This post follows on the theme of the past two posts. In the earlier post, I explored the idealization of big data as a kind of mathematical or religious truth that can not be challenged so that any failure is always a fault of human ignorance, negligence, or malice. In the later post, I explored the different topic of how society exists to assign humans to be accountable for justifying decisions or to negotiate for more equitable decisions. In that post, I suggested that the motivation for people entering social constructs such as governments is to have someone who has at least some control over the outcomes that affect everyone’s lives.
The two recent posts are related. The vulnerability of failure for big data technologies is that they inform a decision that affects people’s lives. In general, we want a human decision maker to be accountable for justifying the rationale for a decision or for modifying the decision process to accommodate a new need. This social imperative for human accountability is where we can question the trustworthiness of big data.
It is true that big data technologies are basically mathematical. They primarily concern collecting accurate and clean data and applying mathematical algorithms to derive some result. A big data algorithm can not fail any more than a quadratic formula can fail. The result is exactly determined by the mathematical operation on the input values that we assume are accurate.
In the second post above, I linked an article about robot workstation assistants that can work safely alongside a human specialist. Big data is very much like a robotic assistant to a decision maker. As with industrial robots, we can encounter scenarios that don’t require direct human supervision at all. Big data solutions can affect decisions automatically: automating the decision maker. This occurs frequently today in online marketing, for example.

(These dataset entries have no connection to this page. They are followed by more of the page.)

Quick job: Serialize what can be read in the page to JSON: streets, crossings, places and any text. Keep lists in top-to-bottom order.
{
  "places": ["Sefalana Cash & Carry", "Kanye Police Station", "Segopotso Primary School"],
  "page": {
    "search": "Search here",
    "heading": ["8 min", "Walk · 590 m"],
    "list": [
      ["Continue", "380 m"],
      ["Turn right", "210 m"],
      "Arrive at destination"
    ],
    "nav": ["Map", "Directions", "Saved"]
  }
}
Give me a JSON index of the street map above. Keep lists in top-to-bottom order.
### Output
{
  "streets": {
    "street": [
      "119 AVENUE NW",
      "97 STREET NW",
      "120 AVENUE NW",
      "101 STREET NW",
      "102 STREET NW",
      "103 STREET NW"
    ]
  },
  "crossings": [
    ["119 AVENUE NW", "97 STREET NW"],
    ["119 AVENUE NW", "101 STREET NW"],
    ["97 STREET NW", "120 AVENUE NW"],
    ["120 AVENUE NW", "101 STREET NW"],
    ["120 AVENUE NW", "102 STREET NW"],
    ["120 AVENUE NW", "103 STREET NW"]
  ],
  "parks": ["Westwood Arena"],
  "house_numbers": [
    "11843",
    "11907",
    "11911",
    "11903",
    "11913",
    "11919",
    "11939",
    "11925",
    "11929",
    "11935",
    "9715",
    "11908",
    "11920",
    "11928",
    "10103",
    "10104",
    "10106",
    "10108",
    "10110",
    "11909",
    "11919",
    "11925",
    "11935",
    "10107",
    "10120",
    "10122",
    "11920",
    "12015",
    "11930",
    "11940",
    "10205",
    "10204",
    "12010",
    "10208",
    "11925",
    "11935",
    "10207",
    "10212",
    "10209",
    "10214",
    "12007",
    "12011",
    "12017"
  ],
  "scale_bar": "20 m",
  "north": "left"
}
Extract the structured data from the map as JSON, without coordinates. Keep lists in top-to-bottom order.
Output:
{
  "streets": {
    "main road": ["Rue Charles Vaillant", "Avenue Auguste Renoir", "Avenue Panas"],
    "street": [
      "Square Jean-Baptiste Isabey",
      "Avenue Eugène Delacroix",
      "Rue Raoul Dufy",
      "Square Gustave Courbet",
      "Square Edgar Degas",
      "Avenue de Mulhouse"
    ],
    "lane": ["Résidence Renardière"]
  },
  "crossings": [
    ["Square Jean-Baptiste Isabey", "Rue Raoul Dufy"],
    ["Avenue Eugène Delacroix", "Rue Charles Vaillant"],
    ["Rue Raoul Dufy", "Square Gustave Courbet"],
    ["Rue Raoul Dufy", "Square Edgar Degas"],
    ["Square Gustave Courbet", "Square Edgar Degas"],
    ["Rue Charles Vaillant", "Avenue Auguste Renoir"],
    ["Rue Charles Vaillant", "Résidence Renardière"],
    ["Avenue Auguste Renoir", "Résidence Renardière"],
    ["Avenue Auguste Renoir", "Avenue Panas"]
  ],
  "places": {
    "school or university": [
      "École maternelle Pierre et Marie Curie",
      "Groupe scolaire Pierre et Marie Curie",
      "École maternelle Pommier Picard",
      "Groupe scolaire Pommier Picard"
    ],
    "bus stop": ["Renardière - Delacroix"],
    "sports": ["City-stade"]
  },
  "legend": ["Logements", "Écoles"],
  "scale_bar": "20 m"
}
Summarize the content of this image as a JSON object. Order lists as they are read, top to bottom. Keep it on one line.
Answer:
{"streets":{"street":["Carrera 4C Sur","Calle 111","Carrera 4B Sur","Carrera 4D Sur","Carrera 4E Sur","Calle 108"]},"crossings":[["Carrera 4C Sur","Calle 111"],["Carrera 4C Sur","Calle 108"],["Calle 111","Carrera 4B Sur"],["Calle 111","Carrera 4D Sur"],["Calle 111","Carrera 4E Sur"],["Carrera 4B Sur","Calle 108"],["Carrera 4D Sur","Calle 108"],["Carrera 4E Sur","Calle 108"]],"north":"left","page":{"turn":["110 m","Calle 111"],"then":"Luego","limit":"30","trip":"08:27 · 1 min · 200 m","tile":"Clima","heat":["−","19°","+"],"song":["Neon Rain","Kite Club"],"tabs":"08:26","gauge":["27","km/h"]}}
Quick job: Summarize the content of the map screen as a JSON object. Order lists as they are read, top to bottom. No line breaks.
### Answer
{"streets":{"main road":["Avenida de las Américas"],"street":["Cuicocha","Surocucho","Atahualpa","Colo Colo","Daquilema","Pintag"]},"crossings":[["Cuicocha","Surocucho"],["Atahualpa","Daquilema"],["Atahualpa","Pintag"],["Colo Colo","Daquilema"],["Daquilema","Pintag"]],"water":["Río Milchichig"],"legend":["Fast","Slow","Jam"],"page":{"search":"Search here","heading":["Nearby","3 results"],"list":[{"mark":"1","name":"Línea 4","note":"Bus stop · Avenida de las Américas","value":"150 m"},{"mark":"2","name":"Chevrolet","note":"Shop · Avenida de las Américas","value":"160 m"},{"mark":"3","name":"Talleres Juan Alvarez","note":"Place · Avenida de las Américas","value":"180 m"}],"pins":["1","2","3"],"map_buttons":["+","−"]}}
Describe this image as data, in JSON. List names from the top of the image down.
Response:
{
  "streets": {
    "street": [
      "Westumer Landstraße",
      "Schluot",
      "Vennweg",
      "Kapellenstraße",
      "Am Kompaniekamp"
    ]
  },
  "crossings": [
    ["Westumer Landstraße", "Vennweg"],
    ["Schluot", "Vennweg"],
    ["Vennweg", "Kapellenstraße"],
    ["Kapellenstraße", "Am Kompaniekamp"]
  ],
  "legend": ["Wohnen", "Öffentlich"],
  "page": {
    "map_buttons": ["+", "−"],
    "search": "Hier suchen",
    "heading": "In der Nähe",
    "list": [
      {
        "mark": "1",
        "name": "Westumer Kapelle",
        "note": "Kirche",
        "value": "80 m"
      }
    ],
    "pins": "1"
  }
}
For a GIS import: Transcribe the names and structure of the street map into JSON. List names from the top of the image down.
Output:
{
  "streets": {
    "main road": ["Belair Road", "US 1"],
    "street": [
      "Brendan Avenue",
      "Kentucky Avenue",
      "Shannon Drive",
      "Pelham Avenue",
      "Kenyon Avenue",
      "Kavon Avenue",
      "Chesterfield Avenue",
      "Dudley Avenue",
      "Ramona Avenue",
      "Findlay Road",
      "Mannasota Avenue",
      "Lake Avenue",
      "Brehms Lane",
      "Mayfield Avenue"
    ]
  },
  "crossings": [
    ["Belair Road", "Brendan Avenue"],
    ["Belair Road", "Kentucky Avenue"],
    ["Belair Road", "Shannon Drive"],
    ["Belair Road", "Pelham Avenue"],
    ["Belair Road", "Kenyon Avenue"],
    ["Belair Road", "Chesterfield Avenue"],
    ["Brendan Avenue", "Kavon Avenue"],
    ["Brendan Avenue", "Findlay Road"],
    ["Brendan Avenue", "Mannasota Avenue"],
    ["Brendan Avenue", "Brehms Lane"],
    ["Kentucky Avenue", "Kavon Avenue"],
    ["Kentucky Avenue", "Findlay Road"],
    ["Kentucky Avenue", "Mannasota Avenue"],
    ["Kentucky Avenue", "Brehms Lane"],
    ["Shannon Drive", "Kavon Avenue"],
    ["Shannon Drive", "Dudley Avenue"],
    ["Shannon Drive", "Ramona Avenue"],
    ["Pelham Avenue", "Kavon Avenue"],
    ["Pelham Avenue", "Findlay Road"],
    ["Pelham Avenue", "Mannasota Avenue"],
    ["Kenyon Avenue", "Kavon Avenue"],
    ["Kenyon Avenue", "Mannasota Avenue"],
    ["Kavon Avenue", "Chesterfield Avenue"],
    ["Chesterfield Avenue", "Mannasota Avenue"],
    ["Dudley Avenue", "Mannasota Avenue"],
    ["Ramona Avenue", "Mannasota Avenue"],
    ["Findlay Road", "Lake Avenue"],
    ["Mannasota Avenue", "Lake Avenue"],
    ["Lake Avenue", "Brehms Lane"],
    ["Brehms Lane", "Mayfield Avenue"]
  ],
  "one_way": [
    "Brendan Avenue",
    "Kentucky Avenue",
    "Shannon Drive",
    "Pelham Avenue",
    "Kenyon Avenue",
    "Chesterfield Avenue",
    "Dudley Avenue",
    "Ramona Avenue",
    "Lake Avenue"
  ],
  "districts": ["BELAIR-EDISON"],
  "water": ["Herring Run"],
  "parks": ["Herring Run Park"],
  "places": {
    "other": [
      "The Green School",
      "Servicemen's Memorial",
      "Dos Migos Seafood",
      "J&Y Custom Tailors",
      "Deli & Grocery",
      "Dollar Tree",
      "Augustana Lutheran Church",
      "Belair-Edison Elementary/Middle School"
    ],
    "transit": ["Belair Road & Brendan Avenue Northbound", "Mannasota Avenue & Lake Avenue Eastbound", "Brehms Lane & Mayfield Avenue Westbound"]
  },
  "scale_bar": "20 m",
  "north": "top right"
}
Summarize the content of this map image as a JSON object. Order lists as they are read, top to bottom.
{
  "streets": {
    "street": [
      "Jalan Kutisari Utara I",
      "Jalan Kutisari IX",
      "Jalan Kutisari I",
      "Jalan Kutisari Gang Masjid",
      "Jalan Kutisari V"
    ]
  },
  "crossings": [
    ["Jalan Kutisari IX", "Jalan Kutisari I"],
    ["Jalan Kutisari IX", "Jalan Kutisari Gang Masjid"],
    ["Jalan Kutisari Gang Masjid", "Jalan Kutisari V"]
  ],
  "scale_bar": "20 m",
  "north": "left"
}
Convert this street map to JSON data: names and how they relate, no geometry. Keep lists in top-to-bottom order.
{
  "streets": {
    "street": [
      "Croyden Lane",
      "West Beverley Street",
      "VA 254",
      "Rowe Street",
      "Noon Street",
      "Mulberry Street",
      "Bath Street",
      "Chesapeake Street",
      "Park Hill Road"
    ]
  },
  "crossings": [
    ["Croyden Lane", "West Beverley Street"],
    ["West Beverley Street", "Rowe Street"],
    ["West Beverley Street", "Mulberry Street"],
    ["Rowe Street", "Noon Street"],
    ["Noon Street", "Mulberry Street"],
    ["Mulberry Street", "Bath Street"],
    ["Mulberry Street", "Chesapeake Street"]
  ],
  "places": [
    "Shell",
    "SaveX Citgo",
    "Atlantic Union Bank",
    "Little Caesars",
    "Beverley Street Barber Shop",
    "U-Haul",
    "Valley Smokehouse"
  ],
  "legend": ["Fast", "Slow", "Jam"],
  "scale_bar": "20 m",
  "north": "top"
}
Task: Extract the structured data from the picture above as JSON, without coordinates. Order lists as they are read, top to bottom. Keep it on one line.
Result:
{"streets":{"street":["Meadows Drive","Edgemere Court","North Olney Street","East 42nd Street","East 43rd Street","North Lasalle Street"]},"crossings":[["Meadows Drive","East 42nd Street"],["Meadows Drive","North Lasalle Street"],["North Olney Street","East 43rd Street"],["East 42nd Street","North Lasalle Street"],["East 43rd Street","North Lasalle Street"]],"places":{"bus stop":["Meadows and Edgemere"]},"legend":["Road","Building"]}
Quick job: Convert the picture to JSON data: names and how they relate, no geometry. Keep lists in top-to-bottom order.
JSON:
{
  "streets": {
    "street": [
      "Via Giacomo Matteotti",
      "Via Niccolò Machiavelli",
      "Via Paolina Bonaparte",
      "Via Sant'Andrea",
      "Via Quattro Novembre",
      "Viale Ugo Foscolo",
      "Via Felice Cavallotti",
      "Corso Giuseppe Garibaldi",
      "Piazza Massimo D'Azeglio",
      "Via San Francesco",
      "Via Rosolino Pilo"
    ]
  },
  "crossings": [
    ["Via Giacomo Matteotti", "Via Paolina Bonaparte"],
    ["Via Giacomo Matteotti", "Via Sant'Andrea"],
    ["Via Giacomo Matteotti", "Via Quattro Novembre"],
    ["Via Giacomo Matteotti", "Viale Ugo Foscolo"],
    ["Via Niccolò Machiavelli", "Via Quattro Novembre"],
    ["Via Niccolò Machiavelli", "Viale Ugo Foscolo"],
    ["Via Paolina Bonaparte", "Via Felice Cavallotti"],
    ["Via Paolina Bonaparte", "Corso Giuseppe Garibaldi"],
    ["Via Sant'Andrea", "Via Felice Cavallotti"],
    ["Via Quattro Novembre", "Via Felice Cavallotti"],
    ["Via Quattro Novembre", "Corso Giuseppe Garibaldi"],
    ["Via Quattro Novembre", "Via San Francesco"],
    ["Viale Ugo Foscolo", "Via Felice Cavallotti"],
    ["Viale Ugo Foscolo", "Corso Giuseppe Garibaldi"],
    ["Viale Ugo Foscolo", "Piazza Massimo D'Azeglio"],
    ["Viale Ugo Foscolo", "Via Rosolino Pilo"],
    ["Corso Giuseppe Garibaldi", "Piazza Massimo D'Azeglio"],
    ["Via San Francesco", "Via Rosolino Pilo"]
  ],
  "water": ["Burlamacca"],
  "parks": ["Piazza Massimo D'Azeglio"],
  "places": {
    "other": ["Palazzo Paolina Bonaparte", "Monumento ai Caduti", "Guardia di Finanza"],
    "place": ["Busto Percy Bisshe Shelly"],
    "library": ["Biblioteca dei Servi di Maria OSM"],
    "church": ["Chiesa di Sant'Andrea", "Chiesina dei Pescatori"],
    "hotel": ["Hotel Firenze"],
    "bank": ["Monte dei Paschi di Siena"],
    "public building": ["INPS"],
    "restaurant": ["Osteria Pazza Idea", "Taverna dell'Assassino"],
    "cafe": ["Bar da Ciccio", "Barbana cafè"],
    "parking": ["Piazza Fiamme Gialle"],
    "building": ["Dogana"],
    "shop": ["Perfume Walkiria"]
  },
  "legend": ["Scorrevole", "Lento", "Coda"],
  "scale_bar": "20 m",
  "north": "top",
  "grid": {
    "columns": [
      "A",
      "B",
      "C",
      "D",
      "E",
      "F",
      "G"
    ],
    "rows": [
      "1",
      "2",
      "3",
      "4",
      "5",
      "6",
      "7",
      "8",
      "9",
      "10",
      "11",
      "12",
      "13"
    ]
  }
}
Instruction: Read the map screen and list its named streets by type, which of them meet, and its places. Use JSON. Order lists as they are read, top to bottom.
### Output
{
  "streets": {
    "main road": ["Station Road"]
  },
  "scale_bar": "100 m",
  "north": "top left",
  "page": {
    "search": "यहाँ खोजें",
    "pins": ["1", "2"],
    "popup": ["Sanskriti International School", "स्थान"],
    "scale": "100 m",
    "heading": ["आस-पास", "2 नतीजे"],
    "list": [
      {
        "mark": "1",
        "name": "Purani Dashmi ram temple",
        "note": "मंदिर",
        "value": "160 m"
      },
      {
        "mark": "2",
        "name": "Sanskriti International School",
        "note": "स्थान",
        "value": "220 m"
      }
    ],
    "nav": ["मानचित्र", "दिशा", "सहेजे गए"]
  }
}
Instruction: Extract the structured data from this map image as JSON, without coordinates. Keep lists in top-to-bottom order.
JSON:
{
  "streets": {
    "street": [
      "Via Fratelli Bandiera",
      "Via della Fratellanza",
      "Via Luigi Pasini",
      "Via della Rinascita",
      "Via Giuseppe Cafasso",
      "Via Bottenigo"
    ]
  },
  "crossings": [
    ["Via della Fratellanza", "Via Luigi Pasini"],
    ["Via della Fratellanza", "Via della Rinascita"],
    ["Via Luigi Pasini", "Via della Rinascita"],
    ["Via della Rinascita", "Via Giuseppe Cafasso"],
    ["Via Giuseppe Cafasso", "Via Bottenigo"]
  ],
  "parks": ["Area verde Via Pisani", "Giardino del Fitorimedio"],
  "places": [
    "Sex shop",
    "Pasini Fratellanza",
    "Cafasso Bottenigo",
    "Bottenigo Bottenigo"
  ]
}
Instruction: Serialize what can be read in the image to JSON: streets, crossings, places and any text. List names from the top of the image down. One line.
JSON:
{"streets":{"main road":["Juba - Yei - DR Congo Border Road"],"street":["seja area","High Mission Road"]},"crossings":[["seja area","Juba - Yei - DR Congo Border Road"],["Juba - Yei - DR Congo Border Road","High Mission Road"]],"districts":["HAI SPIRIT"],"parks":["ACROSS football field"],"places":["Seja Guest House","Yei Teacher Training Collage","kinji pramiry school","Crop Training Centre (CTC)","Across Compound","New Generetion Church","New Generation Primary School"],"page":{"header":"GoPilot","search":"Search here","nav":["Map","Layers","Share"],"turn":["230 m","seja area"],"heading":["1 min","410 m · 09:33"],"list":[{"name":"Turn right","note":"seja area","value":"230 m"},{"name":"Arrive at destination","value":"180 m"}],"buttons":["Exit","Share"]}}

The vulnerability of discrediting big data technologies occurs when it comes to the accountable human decision maker. Social systems demand a human to be accountable for the final decision. Social stability requires an accountable human who can provide a satisfying explanation that justifies the result, or who can negotiate a more equitable future result.
Big data’s big weakness is its charm of being a science built on mathematical truths. This charm encourages us to trust this mathematical truth so that we can spend less time scrutinizing the problem ourselves. This charm justifies the elimination of routine data science scrutiny at the production stage of the system. We can trust that good algorithms using good data will produce good decisions. This charm risks the possibility of destroying the human accountability when the decision maker’s response to a grievance is that the decision is out of his hands and too complex for him to understand.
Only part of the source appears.